Pero yo me he acordado de mi padre. Otra vez. Que tenía un jefe ucraniano. Toda su vida. Un jefe al que admiró y quiso y fue su amigo. A su muerte, mi padre le sucedió. El resto del personal de la administración pensaba que el ucraniano, que no ruso, era un extraterrestre. En los años 60 nadie sabía exactamente dónde estaba Ucrania, en primer lugar porque no era un país como tal, sino parte de la Unión Soviética. En los juegos de geografía no te podían preguntar la capital de Ucrania, de Islandia sí, Reikiavik y de Madagascar, Tanarive, por cierto que ahora es Antananarivo. Ojo. En segundo lugar, por eso mismo, porque era parte de la Unión Soviética. Y en España poco se sabía entonces de la URSS. 

Un día tuvo que defenderle, mi padre, al bueno de Néstor. Llegó éste al despacho con la cara azul. El estupor de todo el departamento y del edificio completo no era mayor que la capacidad de encontrar una explicación plausible, imaginación al poder. Algunos pensaron que por fin al ucraniano se le había visto el plumero. Que era un extraterrestre de verdad. De la URSS se sabía lo del teléfono rojo, películas de espías, ¡mucho frío en Rusia! (se mezclaba Rusia con la URSS). Algo de un barbudo llamado Marx, un lio. Y algunos chistes, de la ensaladilla, los filetes rusos y los polvorones de la Estepa. Cuando además, los ucranianos vinieron huyendo de todo eso. Siendo chavales.

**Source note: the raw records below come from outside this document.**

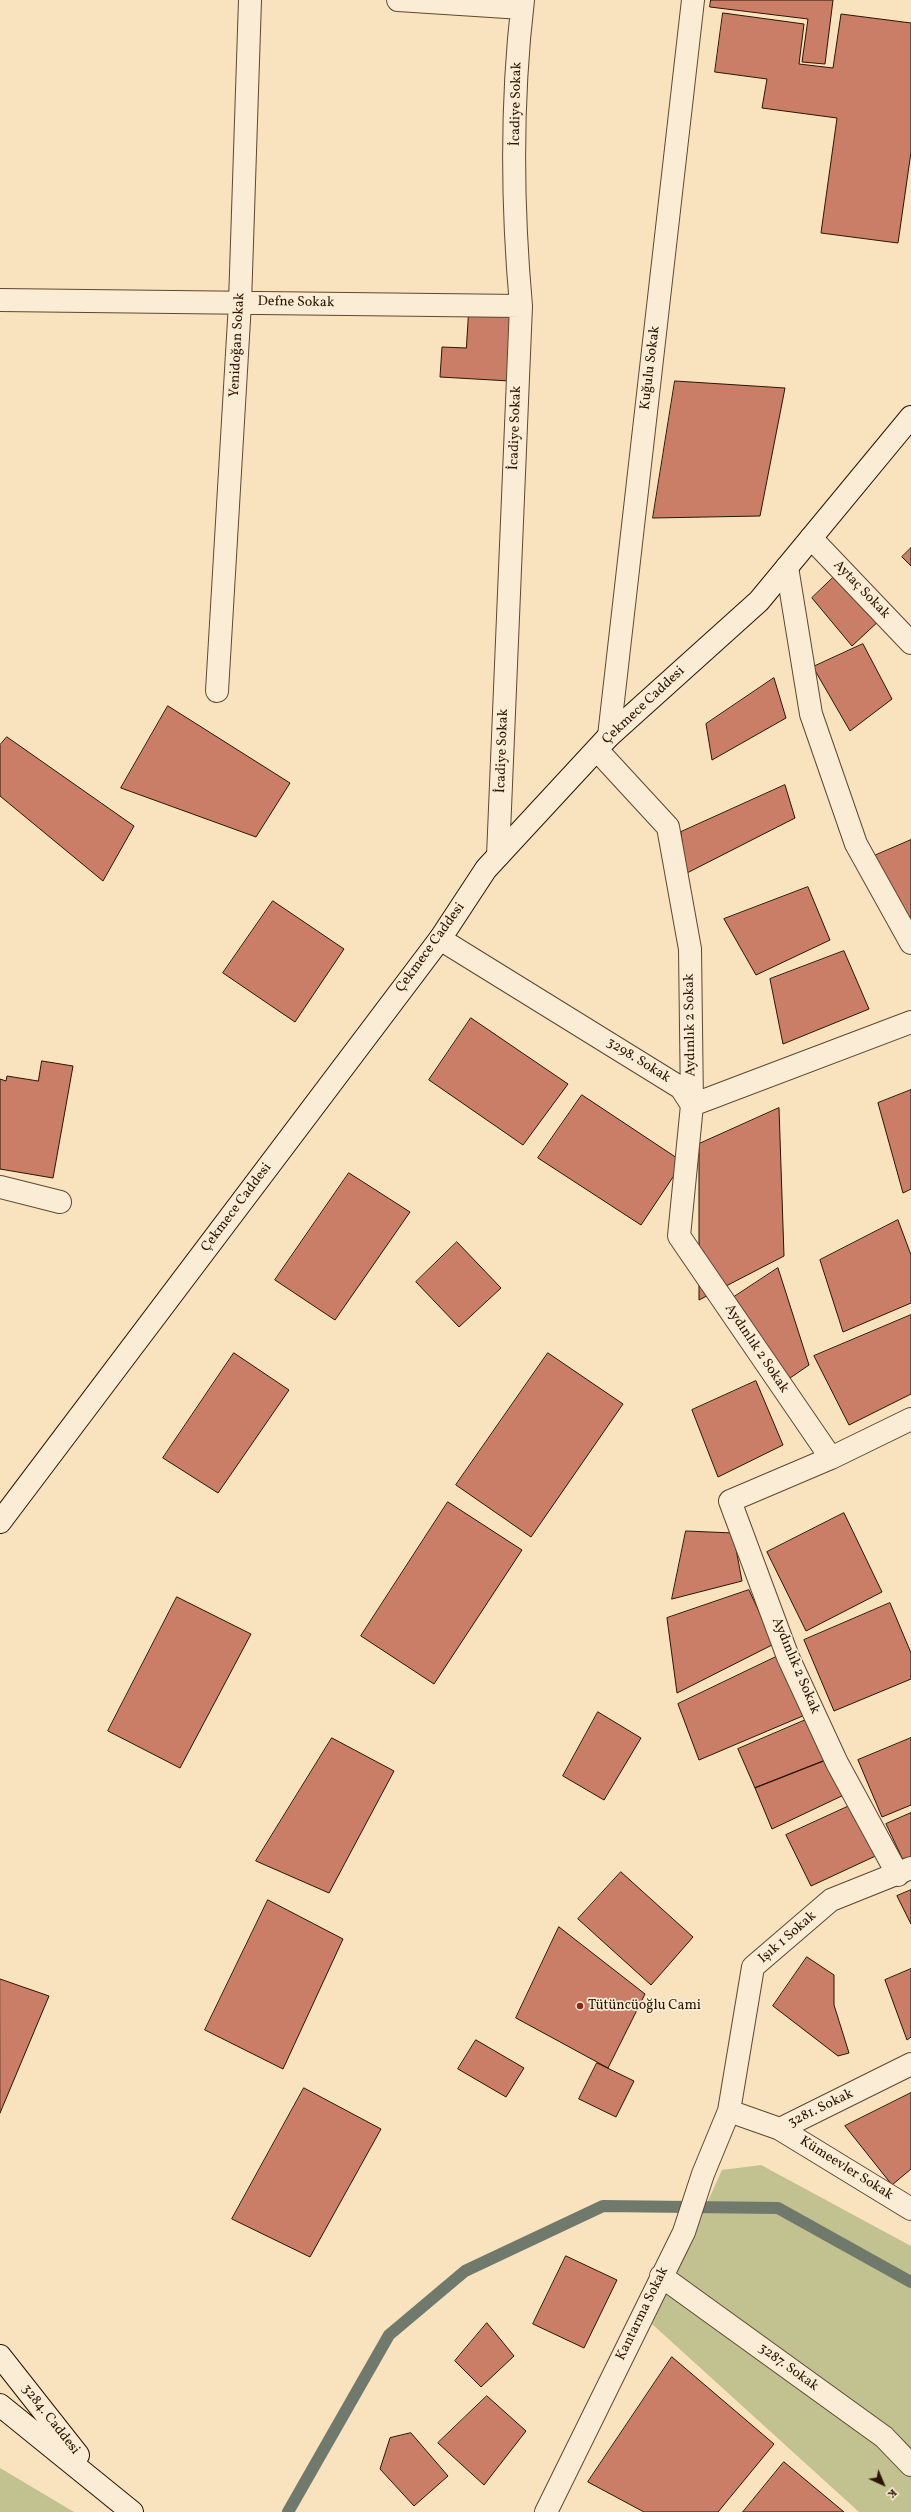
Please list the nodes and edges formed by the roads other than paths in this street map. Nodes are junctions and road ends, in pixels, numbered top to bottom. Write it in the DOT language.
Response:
graph roads {
  1 [pos="250,0"];
  2 [pos="398,0"];
  3 [pos="693,0"];
  4 [pos="523,4"];
  5 [pos="0,300"];
  6 [pos="240,302"];
  7 [pos="521,306"];
  8 [pos="911,417"];
  9 [pos="811,538"];
  10 [pos="787,567"];
  11 [pos="911,642"];
  12 [pos="217,690"];
  13 [pos="603,743"];
  14 [pos="498,856"];
  15 [pos="440,939"];
  16 [pos="911,943"];
  17 [pos="911,1022"];
  18 [pos="692,1105"];
  19 [pos="0,1187"];
  20 [pos="60,1202"];
  21 [pos="911,1419"];
  22 [pos="831,1458"];
  23 [pos="0,1522"];
  24 [pos="905,1872"];
  25 [pos="911,2064"];
  26 [pos="729,2111"];
  27 [pos="780,2129"];
  28 [pos="911,2209"];
  29 [pos="661,2276"];
  30 [pos="0,2356"];
  31 [pos="0,2405"];
  32 [pos="911,2465"];
  33 [pos="101,2485"];
  34 [pos="132,2512"];
  35 [pos="546,2512"];
  1 -- 6 [label="street, Yenidoğan Sokak"];
  2 -- 4 [label="street"];
  3 -- 13 [label="street, Kuğulu Sokak"];
  4 -- 7 [label="street, İcadiye Sokak"];
  5 -- 6 [label="street, Defne Sokak"];
  6 -- 7 [label="street, Defne Sokak"];
  6 -- 12 [label="street, Yenidoğan Sokak"];
  7 -- 14 [label="street, İcadiye Sokak"];
  8 -- 9 [label="street, Çekmece Caddesi"];
  9 -- 10 [label="street, Çekmece Caddesi"];
  9 -- 11 [label="street, Aytaç Sokak"];
  10 -- 13 [label="street, Çekmece Caddesi"];
  10 -- 16 [label="street"];
  13 -- 14 [label="street, Çekmece Caddesi"];
  13 -- 18 [label="street, Aydınlık 2 Sokak"];
  14 -- 15 [label="street, Çekmece Caddesi"];
  15 -- 18 [label="street, 3298. Sokak"];
  15 -- 23 [label="street, Çekmece Caddesi"];
  17 -- 18 [label="street"];
  18 -- 22 [label="street, Aydınlık 2 Sokak"];
  19 -- 20 [label="street"];
  21 -- 22 [label="street"];
  22 -- 24 [label="street, Aydınlık 2 Sokak"];
  24 -- 26 [label="street, Işık 1 Sokak"];
  25 -- 27 [label="street, 3281. Sokak"];
  26 -- 27 [label="street, 3281. Sokak"];
  26 -- 29 [label="street, Kantarma Sokak"];
  27 -- 28 [label="street, Kümeevler Sokak"];
  29 -- 32 [label="street, 3287. Sokak"];
  29 -- 35 [label="street, Kantarma Sokak"];
  30 -- 33 [label="street, 3284. Caddesi"];
  31 -- 33 [label="street, 3284. Caddesi"];
  33 -- 34 [label="street, 3284. Caddesi"];
}
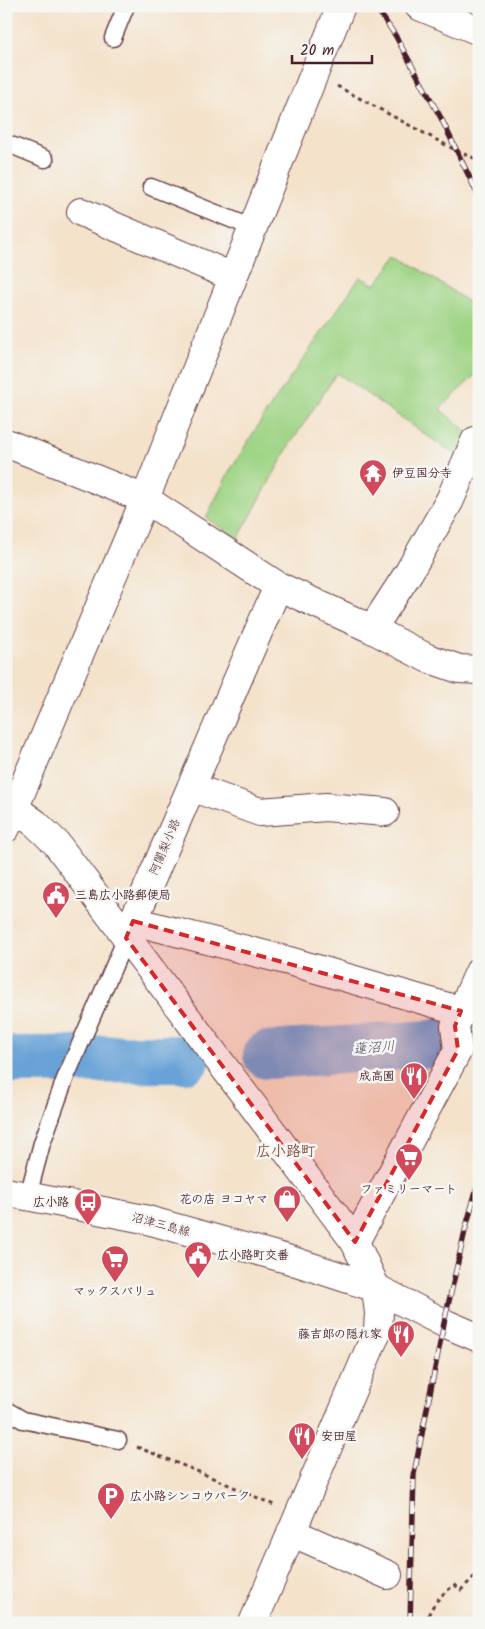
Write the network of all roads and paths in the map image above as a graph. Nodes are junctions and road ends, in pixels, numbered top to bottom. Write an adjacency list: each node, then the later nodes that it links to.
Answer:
1 (126, 6): 5 (lane)
2 (420, 6): 4 (street)
3 (340, 7): 6 (street)
4 (479, 31)
5 (113, 38)
6 (314, 74): 9 (path); 12 (street)
7 (6, 143): 8 (lane)
8 (45, 159)
9 (479, 160)
10 (151, 187): 12 (lane)
11 (81, 212): 13 (street)
12 (253, 228): 13 (street)
13 (234, 277): 16 (street)
14 (475, 442): 18 (street)
15 (6, 443): 16 (street)
16 (145, 498): 17 (street); 21 (street)
17 (278, 586): 18 (street); 20 (street, 阿闍梨小路)
18 (372, 629): 19 (street)
19 (479, 670)
20 (191, 787): 22 (street); 23 (street, 阿闍梨小路)
21 (9, 812): 23 (street)
22 (385, 812)
23 (129, 930): 25 (street); 26 (lane, 阿闍梨小路); 27 (street)
24 (479, 972): 25 (street)
25 (462, 1035): 27 (street)
26 (17, 1194): 28 (street, 沼津三島線)
27 (355, 1242): 28 (street)
28 (376, 1288): 29 (street, 沼津三島線); 32 (street)
29 (479, 1338)
30 (6, 1410): 31 (lane)
31 (118, 1440): 32 (path)
32 (294, 1524): 34 (street); 35 (street)
33 (479, 1572): 36 (path)
34 (388, 1575)
35 (253, 1623)
36 (427, 1623)

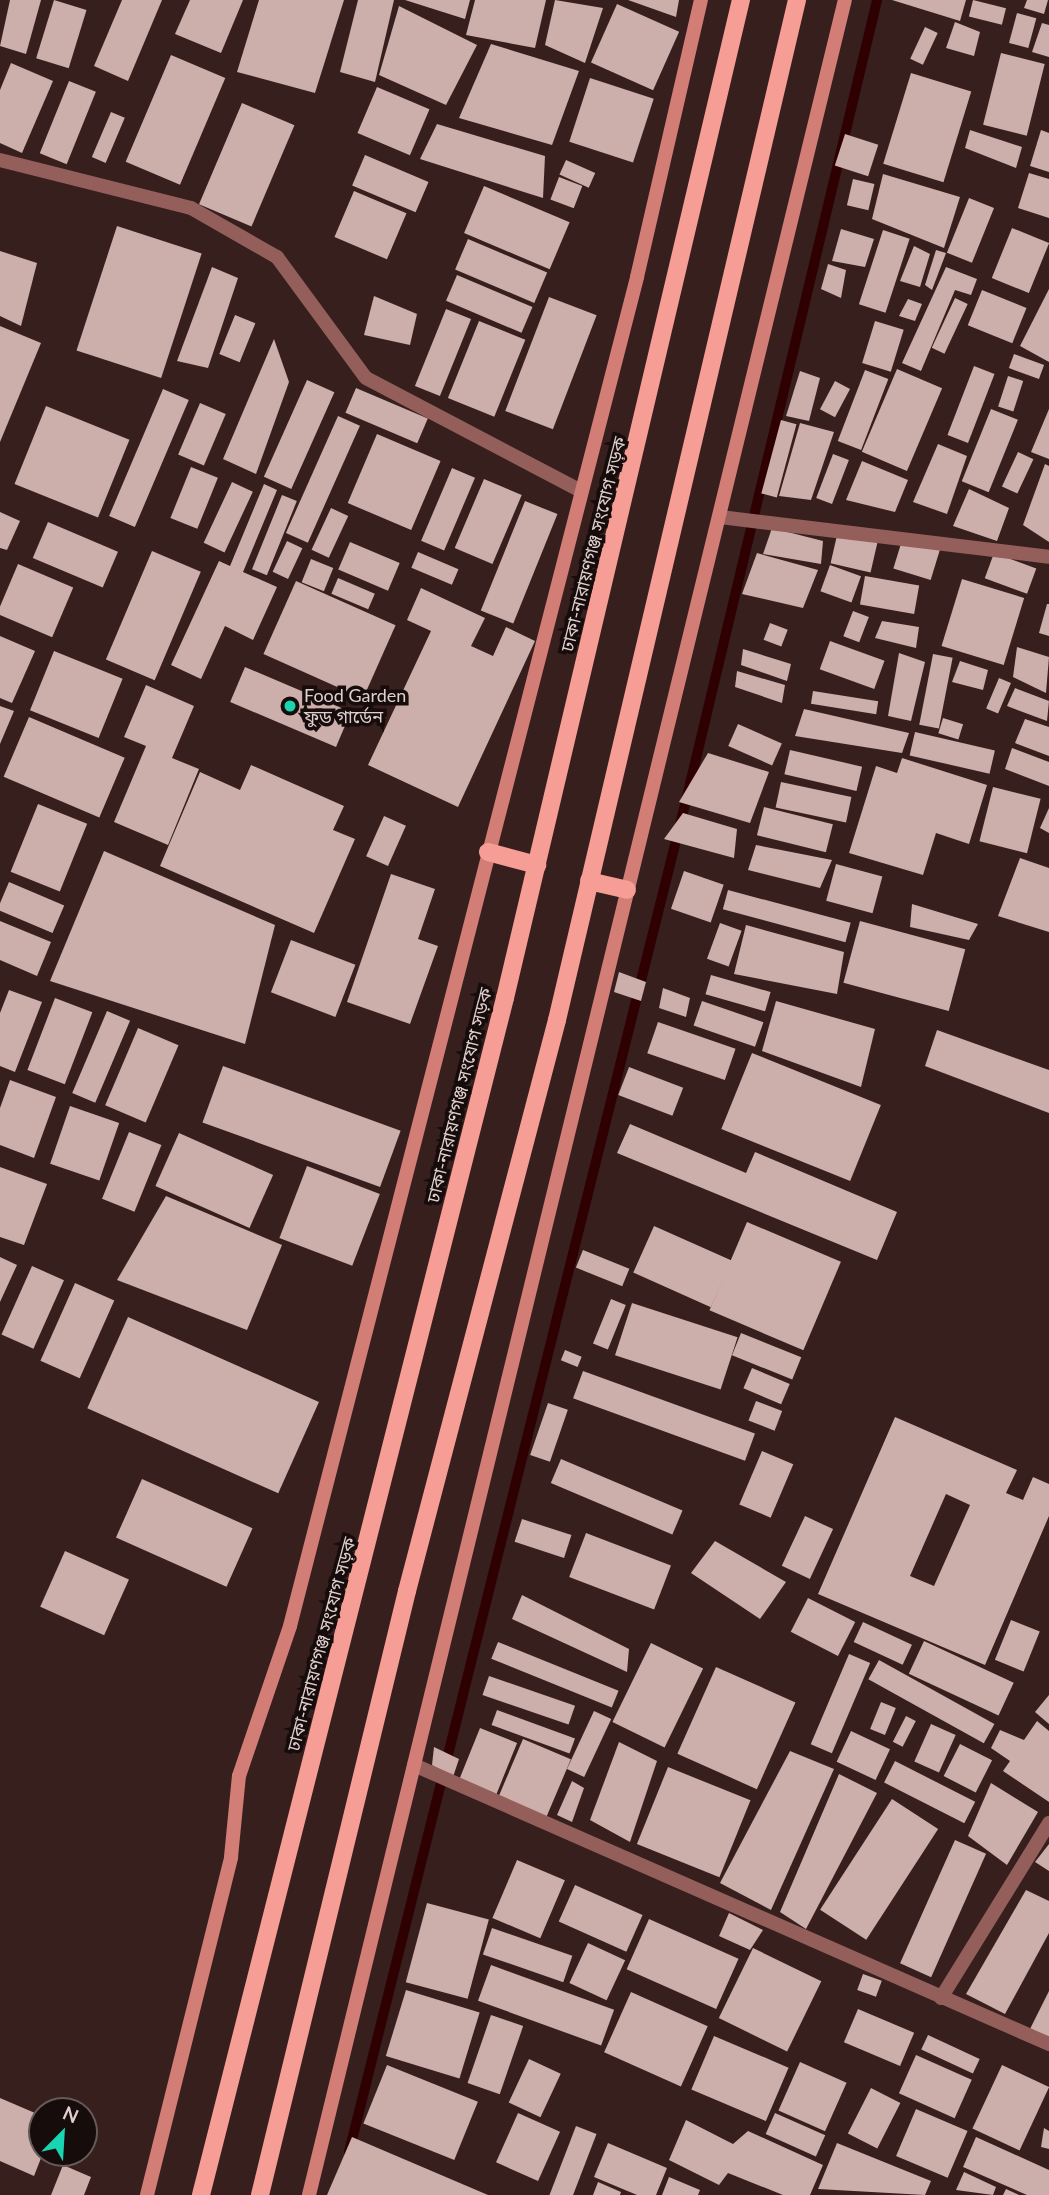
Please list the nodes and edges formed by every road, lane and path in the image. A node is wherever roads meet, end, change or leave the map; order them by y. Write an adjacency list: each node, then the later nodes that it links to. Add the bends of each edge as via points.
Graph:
1 (701, 0): 6 (street)
2 (741, 0): 10 (main road, ঢাকা-নারায়ণগঞ্জ সংযোগ সড়ক)
3 (797, 0): 11 (main road)
4 (845, 0): 7 (street)
5 (0, 160): 6 (street, via 191,208 277,257 366,378)
6 (581, 491): 9 (street)
7 (720, 517): 8 (street); 12 (street)
8 (1049, 558)
9 (488, 852): 10 (main road); 17 (street, via 290,1626 239,1776 231,1857)
10 (537, 865): 18 (main road, ঢাকা-নারায়ণগঞ্জ সংযোগ সড়ক)
11 (589, 880): 12 (main road); 19 (main road)
12 (627, 890): 13 (street)
13 (414, 1765): 15 (street); 20 (street)
14 (1049, 1823): 15 (street)
15 (941, 1998): 16 (street)
16 (1049, 2044)
17 (147, 2195)
18 (201, 2195)
19 (260, 2195)
20 (309, 2195)

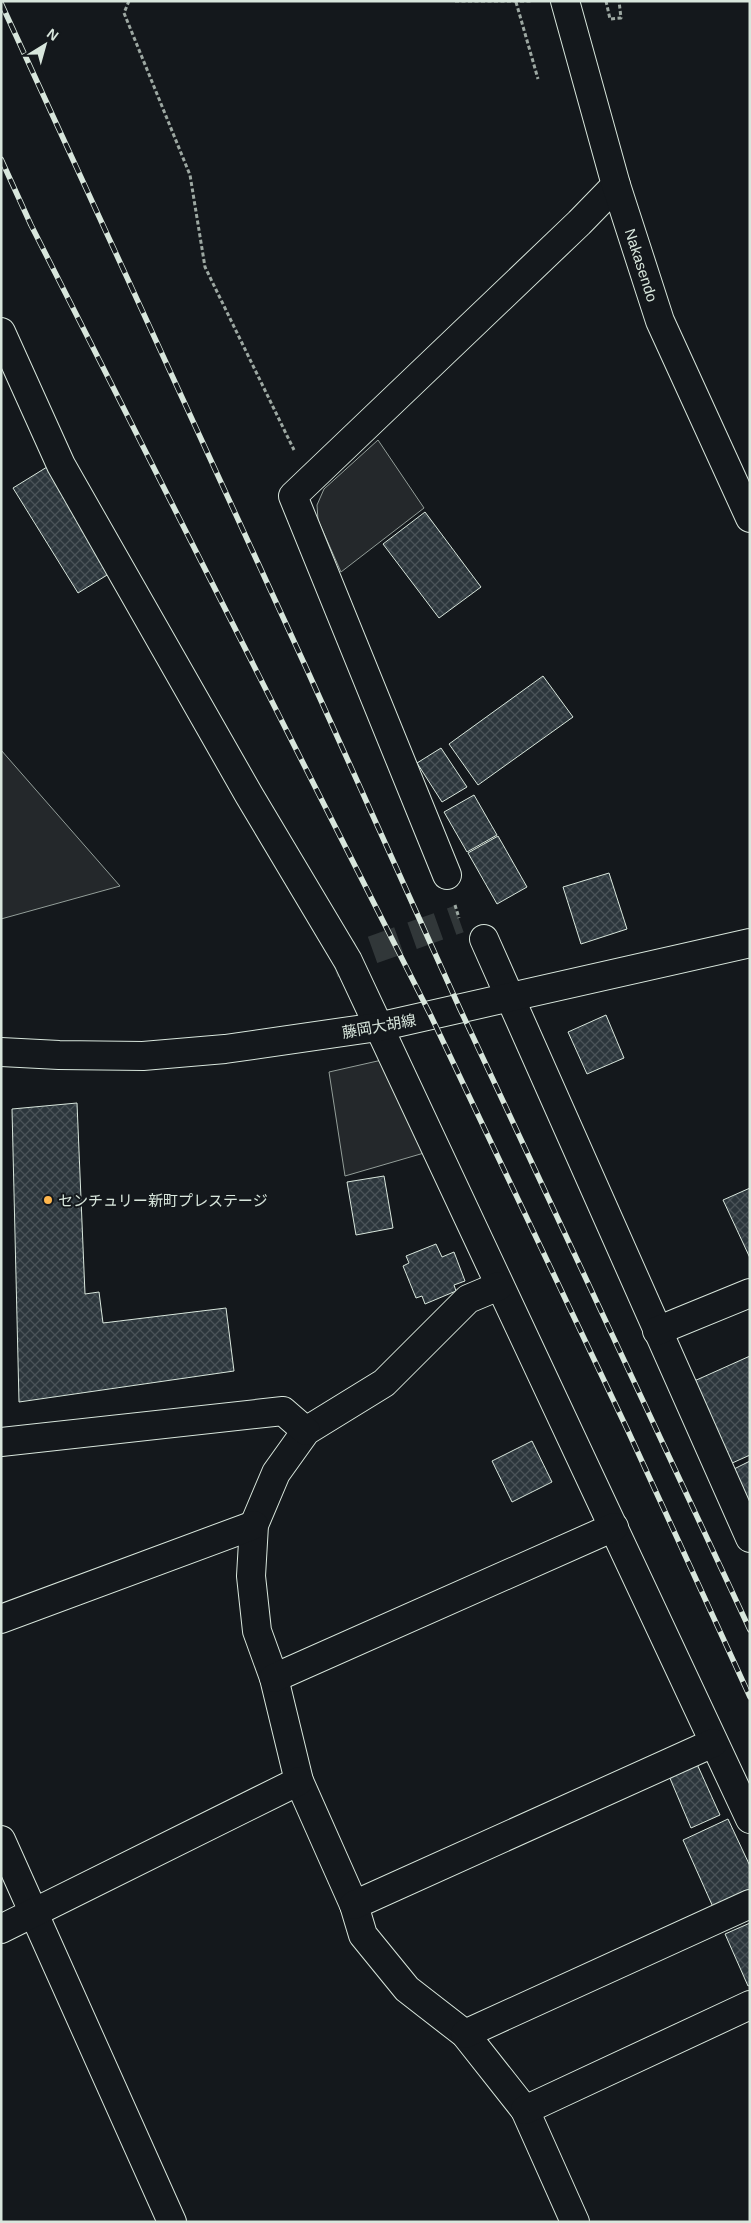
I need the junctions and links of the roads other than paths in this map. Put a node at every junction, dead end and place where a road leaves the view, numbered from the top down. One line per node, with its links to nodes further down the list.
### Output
1 (565, 1): 2 (main road, Nakasendo)
2 (616, 185): 4 (main road, Nakasendo); 5 (main road)
3 (1, 332): 9 (main road)
4 (750, 518)
5 (447, 875)
6 (484, 939): 8 (main road)
7 (750, 943): 8 (main road, 藤岡大胡線)
8 (509, 998): 9 (main road, 藤岡大胡線); 13 (main road)
9 (378, 1027): 10 (main road, 藤岡大胡線); 11 (main road)
10 (1, 1052)
11 (498, 1286): 14 (main road); 17 (main road)
12 (750, 1293): 13 (main road)
13 (657, 1331): 18 (main road)
14 (306, 1431): 15 (main road); 16 (main road)
15 (1, 1442)
16 (254, 1524): 19 (main road); 20 (main road)
17 (614, 1527): 20 (main road); 21 (main road)
18 (750, 1538)
19 (1, 1619)
20 (274, 1678): 22 (main road)
21 (713, 1743): 23 (main road); 26 (main road)
22 (299, 1781): 26 (main road); 27 (main road)
23 (750, 1819)
24 (1, 1840): 27 (main road)
25 (750, 1904): 30 (main road)
26 (354, 1905): 30 (main road)
27 (33, 1914): 28 (main road); 32 (main road)
28 (1, 1929)
29 (750, 2006): 31 (main road)
30 (465, 2034): 31 (main road)
31 (525, 2110): 33 (main road)
32 (172, 2222)
33 (575, 2222)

Nadie quería mirar al jefe, ni entrar en su despacho, una mezcla de miedo y respeto embriagó el ministerio esa mañana. Y a pesar de que mi padre también infundía si no temor, sí deferencia, fueron a él a quien acudieron los funcionarios para que pusiera fin a los rumores. Mi padre, de voz ronca y barbas pobladas entonces, con un humor que le sujetaba las entrañas, siempre fue valiente. Y bueno. Él sabía mantener el centro de carena en su sitio, no se tomaba nada excesivamente en serio, consciente de la transitoriedad de nuestra existencia. A ver si aprendemos.

Mi padre fue el que le dijo al jefe “¿te has mirado en el espejo Néstor?” Y él, que brindaba con un “esto sin vodka no se entiende” (en ucraniano) y que era un señor chiquitito pero matón; muy fuerte, como han demostrado ser sus compatriotas, se fue al cuarto de baño, se miró y se vio como un Pitufo, la cara y las manos azules. Muerto de risa. Llamó a su mujer para decirle que tirara las toallas que habían comprado en Portugal. Eran muy baratas, y tanto, Desteñían. Mi padre, igual que el Antonio, era capaz de no quedarse amarillo. Nadie se atrevía a comentarle al jefe el rumor que corría por los burladeros Más vale una vez rojo. Mi tío sí. Y es que ellos intentaron enseñarme a ponerme colorada y no quedarme amarilla. Pero me resisto.